Un patriota sul tetto del carcere
Al minuto 13:03, Werner Veigel spiega che “l’ultimo capo della Stasi”, Werner Großmann, è stato arrestato e dovrà comparire davanti ai giudici federali di Karlsruhe. Un arresto spettacolare eseguito in un giorno speciale: Großmann verrà accusato di tradimento, ma le accuse verranno ritirate 5 anni dopo. Al minuto 13:26 del Tagesschau parte invece un servizio su una rivolta nel carcere di Rheinbach, nel Nord Reno Vestfalia, vicino a Colonia. Le immagini mostrano i detenuti sui tetti del penitenziario. Siccome nelle carceri orientali della ormai ex DDR è stata da poco concessa un’amnistia, ora anche i carcerati di vari istituti dell’Ovest chiedono una possibilità simile. La telecamera inquadra uno dei manifestanti, capelli e barba lunga, accento forse bavarese, che esclama: “Einigkeit und Recht und Freiheit” (Unità, Giustizia e Libertà), citando consapevolmente il motto più importante dell’inno nazionale tedesco.

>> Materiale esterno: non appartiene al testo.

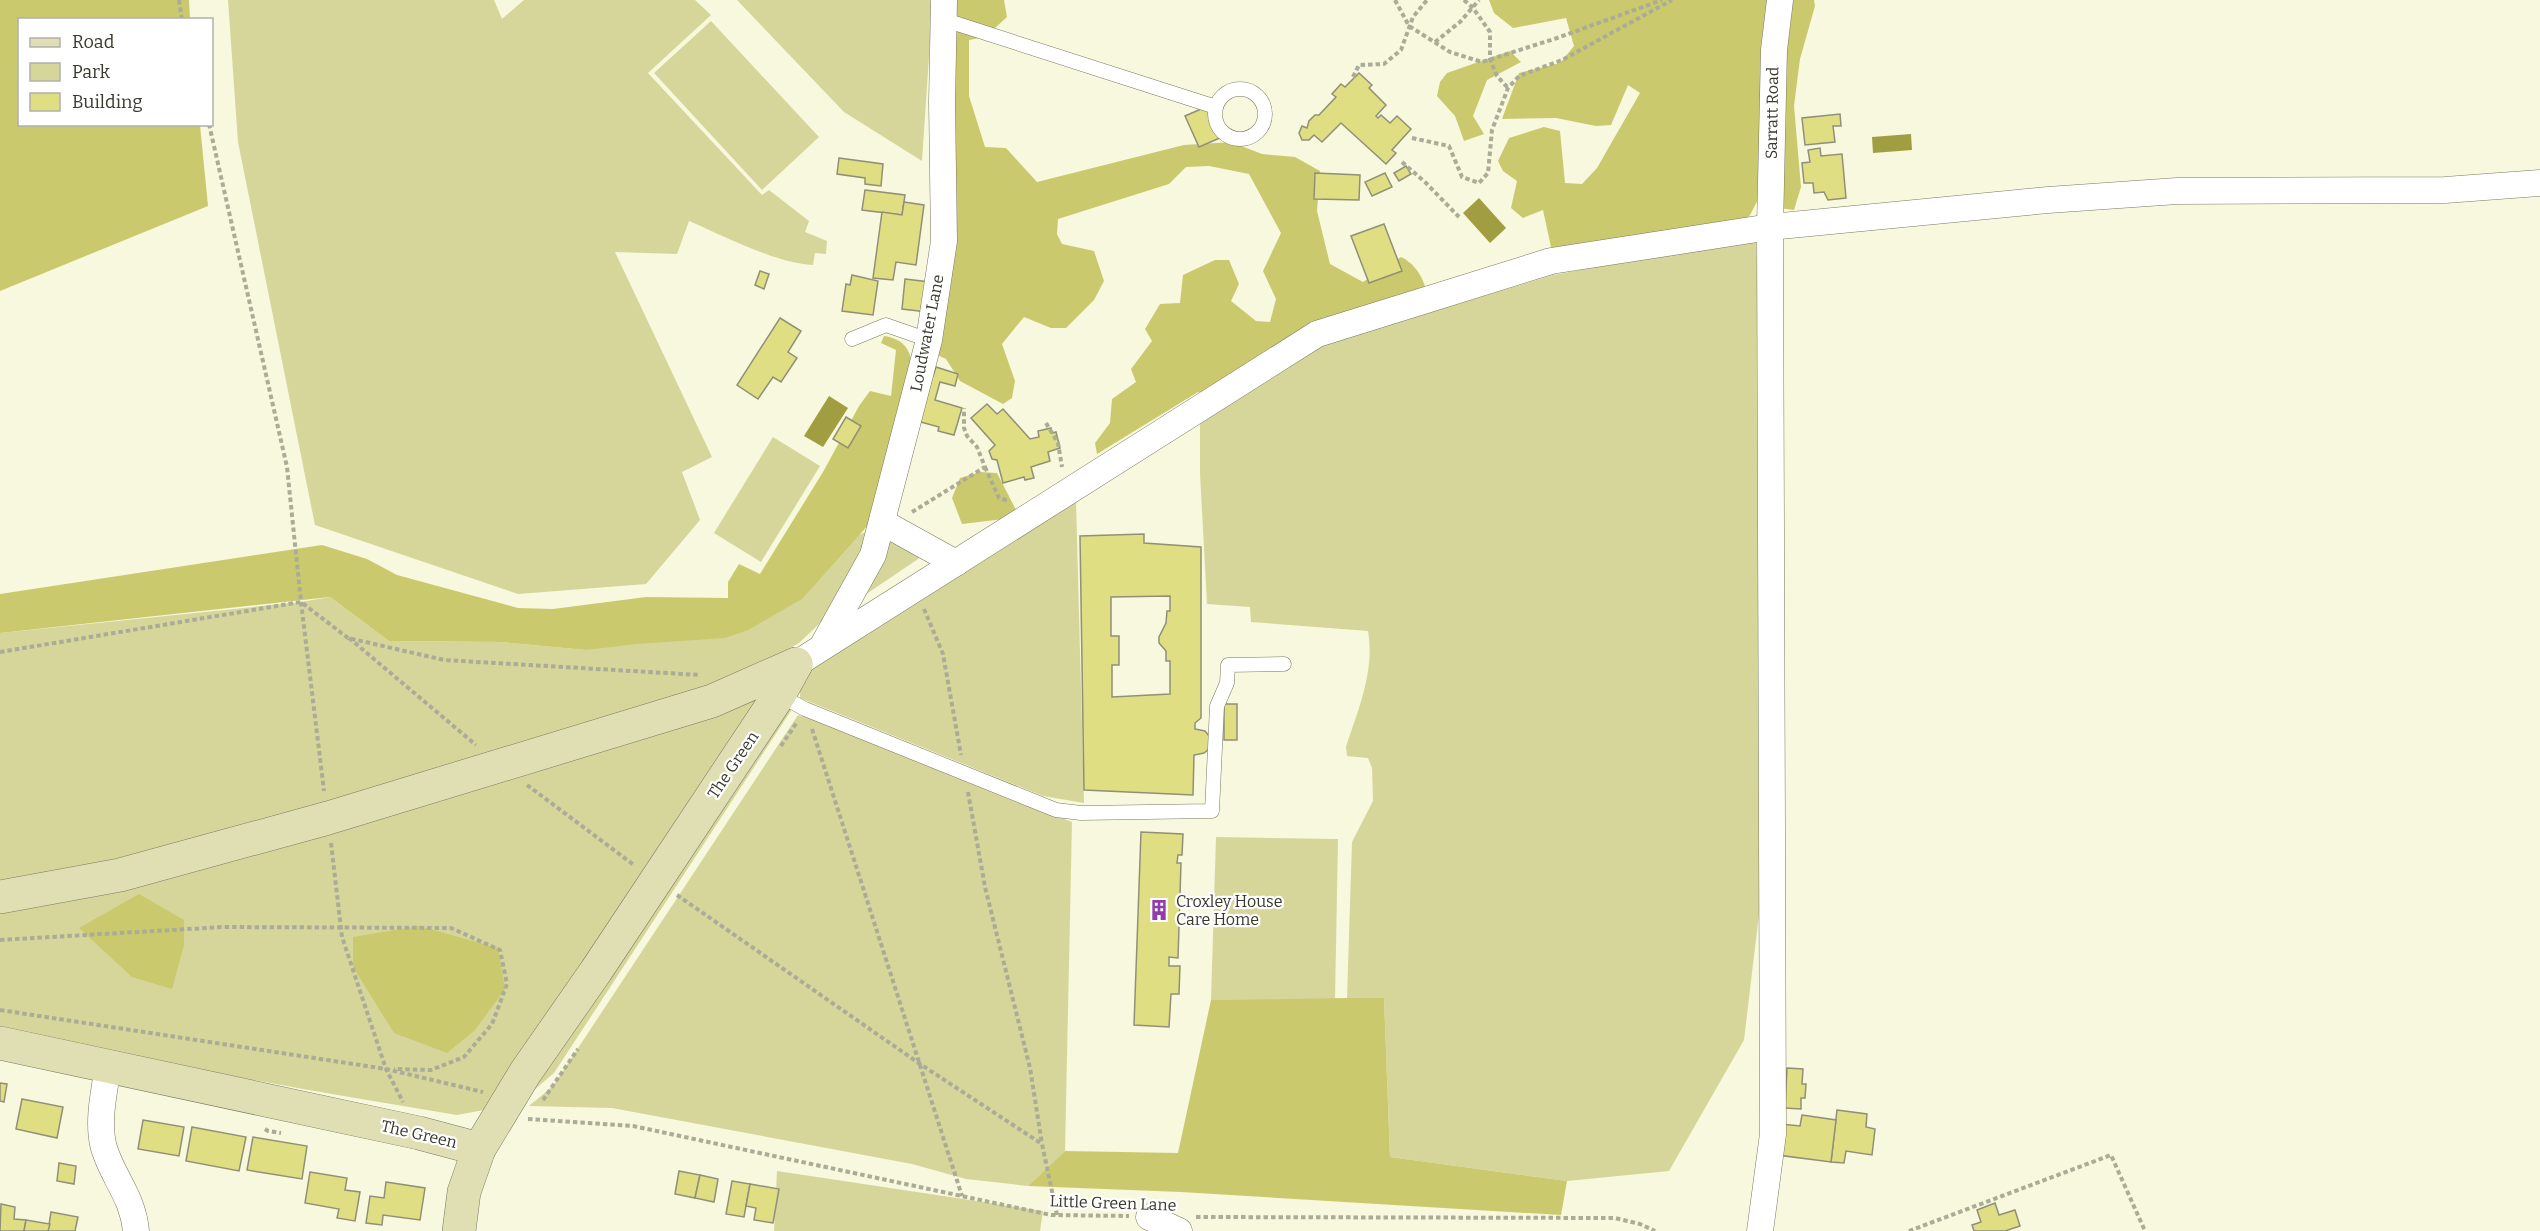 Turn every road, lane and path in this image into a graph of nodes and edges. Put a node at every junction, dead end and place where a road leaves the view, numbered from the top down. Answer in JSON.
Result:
{"nodes":[{"id":1,"x":179,"y":0,"type":"edge"},
{"id":2,"x":1395,"y":0,"type":"edge"},
{"id":3,"x":1427,"y":0,"type":"edge"},
{"id":4,"x":1464,"y":0,"type":"edge"},
{"id":5,"x":1479,"y":0,"type":"edge"},
{"id":6,"x":1662,"y":0,"type":"edge"},
{"id":7,"x":1672,"y":0,"type":"edge"},
{"id":8,"x":1780,"y":0,"type":"edge"},
{"id":9,"x":1473,"y":8,"type":"junction"},
{"id":10,"x":945,"y":10,"type":"edge"},
{"id":11,"x":182,"y":18,"type":"edge"},
{"id":12,"x":1410,"y":26,"type":"junction"},
{"id":13,"x":1435,"y":42,"type":"junction"},
{"id":14,"x":1490,"y":59,"type":"junction"},
{"id":15,"x":1353,"y":77,"type":"dead end"},
{"id":16,"x":1508,"y":88,"type":"junction"},
{"id":17,"x":1216,"y":107,"type":"dead end"},
{"id":18,"x":209,"y":126,"type":"edge"},
{"id":19,"x":1412,"y":138,"type":"dead end"},
{"id":20,"x":1402,"y":162,"type":"dead end"},
{"id":21,"x":2540,"y":183,"type":"edge"},
{"id":22,"x":1459,"y":217,"type":"dead end"},
{"id":23,"x":1770,"y":227,"type":"junction"},
{"id":24,"x":852,"y":339,"type":"dead end"},
{"id":25,"x":929,"y":340,"type":"junction"},
{"id":26,"x":964,"y":408,"type":"dead end"},
{"id":27,"x":1046,"y":423,"type":"dead end"},
{"id":28,"x":985,"y":467,"type":"junction"},
{"id":29,"x":1062,"y":474,"type":"dead end"},
{"id":30,"x":1013,"y":501,"type":"dead end"},
{"id":31,"x":883,"y":522,"type":"junction"},
{"id":32,"x":956,"y":563,"type":"junction"},
{"id":33,"x":915,"y":589,"type":"junction"},
{"id":34,"x":300,"y":602,"type":"junction"},
{"id":35,"x":348,"y":638,"type":"junction"},
{"id":36,"x":0,"y":652,"type":"edge"},
{"id":37,"x":809,"y":656,"type":"junction"},
{"id":38,"x":1284,"y":664,"type":"dead end"},
{"id":39,"x":711,"y":674,"type":"dead end"},
{"id":40,"x":792,"y":702,"type":"junction"},
{"id":41,"x":500,"y":765,"type":"junction"},
{"id":42,"x":965,"y":773,"type":"junction"},
{"id":43,"x":328,"y":818,"type":"junction"},
{"id":44,"x":656,"y":881,"type":"junction"},
{"id":45,"x":0,"y":897,"type":"edge"},
{"id":46,"x":341,"y":927,"type":"junction"},
{"id":47,"x":0,"y":940,"type":"edge"},
{"id":48,"x":0,"y":1010,"type":"edge"},
{"id":49,"x":0,"y":1043,"type":"edge"},
{"id":50,"x":920,"y":1064,"type":"junction"},
{"id":51,"x":108,"y":1068,"type":"junction"},
{"id":52,"x":386,"y":1069,"type":"junction"},
{"id":53,"x":519,"y":1115,"type":"junction"},
{"id":54,"x":419,"y":1133,"type":"junction"},
{"id":55,"x":1042,"y":1144,"type":"junction"},
{"id":56,"x":479,"y":1149,"type":"junction"},
{"id":57,"x":962,"y":1196,"type":"junction"},
{"id":58,"x":1057,"y":1215,"type":"junction"},
{"id":59,"x":1149,"y":1217,"type":"junction"},
{"id":60,"x":136,"y":1231,"type":"edge"},
{"id":61,"x":459,"y":1231,"type":"edge"},
{"id":62,"x":1179,"y":1231,"type":"edge"},
{"id":63,"x":1655,"y":1231,"type":"edge"},
{"id":64,"x":1760,"y":1231,"type":"edge"},
{"id":65,"x":1910,"y":1231,"type":"edge"},
{"id":66,"x":2145,"y":1231,"type":"edge"}],
"edges":[{"from":1,"to":11,"type":"path"},
{"from":2,"to":12,"type":"path"},
{"from":3,"to":12,"type":"path"},
{"from":4,"to":9,"type":"path"},
{"from":5,"to":9,"type":"path"},
{"from":6,"to":14,"type":"path"},
{"from":7,"to":16,"type":"path"},
{"from":8,"to":23,"type":"street","name":"Sarratt Road"},
{"from":9,"to":13,"type":"path"},
{"from":9,"to":14,"type":"path"},
{"from":10,"to":17,"type":"lane"},
{"from":10,"to":25,"type":"street","name":"Loudwater Lane"},
{"from":12,"to":13,"type":"path"},
{"from":12,"to":15,"type":"path"},
{"from":13,"to":14,"type":"path"},
{"from":14,"to":16,"type":"path"},
{"from":16,"to":19,"type":"path"},
{"from":18,"to":34,"type":"path"},
{"from":20,"to":22,"type":"path"},
{"from":21,"to":23,"type":"street"},
{"from":23,"to":32,"type":"street"},
{"from":23,"to":64,"type":"street","name":"Sarratt Road"},
{"from":24,"to":25,"type":"lane"},
{"from":25,"to":31,"type":"street","name":"Loudwater Lane"},
{"from":26,"to":28,"type":"path"},
{"from":27,"to":29,"type":"path"},
{"from":28,"to":30,"type":"path"},
{"from":28,"to":31,"type":"path"},
{"from":31,"to":32,"type":"street"},
{"from":31,"to":37,"type":"street","name":"Loudwater Lane"},
{"from":32,"to":33,"type":"street"},
{"from":33,"to":37,"type":"street"},
{"from":33,"to":42,"type":"path"},
{"from":34,"to":35,"type":"path"},
{"from":34,"to":36,"type":"path"},
{"from":34,"to":43,"type":"path"},
{"from":35,"to":39,"type":"path"},
{"from":35,"to":41,"type":"path"},
{"from":37,"to":40,"type":"street","name":"The Green"},
{"from":37,"to":41,"type":"street"},
{"from":38,"to":42,"type":"lane"},
{"from":40,"to":42,"type":"lane"},
{"from":40,"to":44,"type":"street","name":"The Green"},
{"from":40,"to":50,"type":"path"},
{"from":41,"to":43,"type":"street"},
{"from":41,"to":44,"type":"path"},
{"from":42,"to":55,"type":"path"},
{"from":43,"to":45,"type":"street"},
{"from":43,"to":46,"type":"path"},
{"from":44,"to":50,"type":"path"},
{"from":44,"to":53,"type":"street","name":"The Green"},
{"from":46,"to":47,"type":"path"},
{"from":46,"to":52,"type":"path"},
{"from":46,"to":52,"type":"path"},
{"from":48,"to":52,"type":"path"},
{"from":49,"to":51,"type":"street","name":"The Green"},
{"from":50,"to":55,"type":"path"},
{"from":50,"to":57,"type":"path"},
{"from":51,"to":54,"type":"street","name":"The Green"},
{"from":51,"to":60,"type":"street"},
{"from":52,"to":53,"type":"path"},
{"from":52,"to":54,"type":"path"},
{"from":53,"to":56,"type":"street","name":"The Green"},
{"from":53,"to":57,"type":"path","name":"Little Green Lane"},
{"from":54,"to":56,"type":"street","name":"The Green"},
{"from":55,"to":58,"type":"path"},
{"from":56,"to":61,"type":"street"},
{"from":57,"to":58,"type":"path","name":"Little Green Lane"},
{"from":58,"to":59,"type":"path","name":"Little Green Lane"},
{"from":59,"to":62,"type":"street"},
{"from":59,"to":63,"type":"path","name":"Little Green Lane"},
{"from":65,"to":66,"type":"path"}]}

L’onda lunga dell’entusiasmo per la caduta del Muro continua a emergere anche nelle porzioni più marginalizzate del corpo sociale, che la declinano autonomamente e secondo necessità. Ancora per alcuni anni il crollo della cortina di ferro e la Rivoluzione pacifica tedesca faranno talvolta sperare che dalla dimensione anti-autoritaria della vittoria liberale contro il socialismo reale si possa presto passare ad evoluzioni direttamente libertarie. C’è chi sogna che la storia particolare della “libertà”, in altre parole, sia solo all’inizio. Ma al minuto 14:01 Werner Veigel passa già a un altro argomento: il presidente francese Mitterand è in missione diplomatica ad Abu Dhabi, è il primo leader occidentale a recarsi nell’area dall’inizio della “crisi”. Al minuto 14:23 Veigel spiega poi che il presidente dell’Iraq Saddam Hussein si trova in Kuwait, dove si è recato per la prima volta di persona nella zona da poco occupata dalle truppe irachene. La Storia ha già ripreso il suo corso e, anzi, sta per accelerare.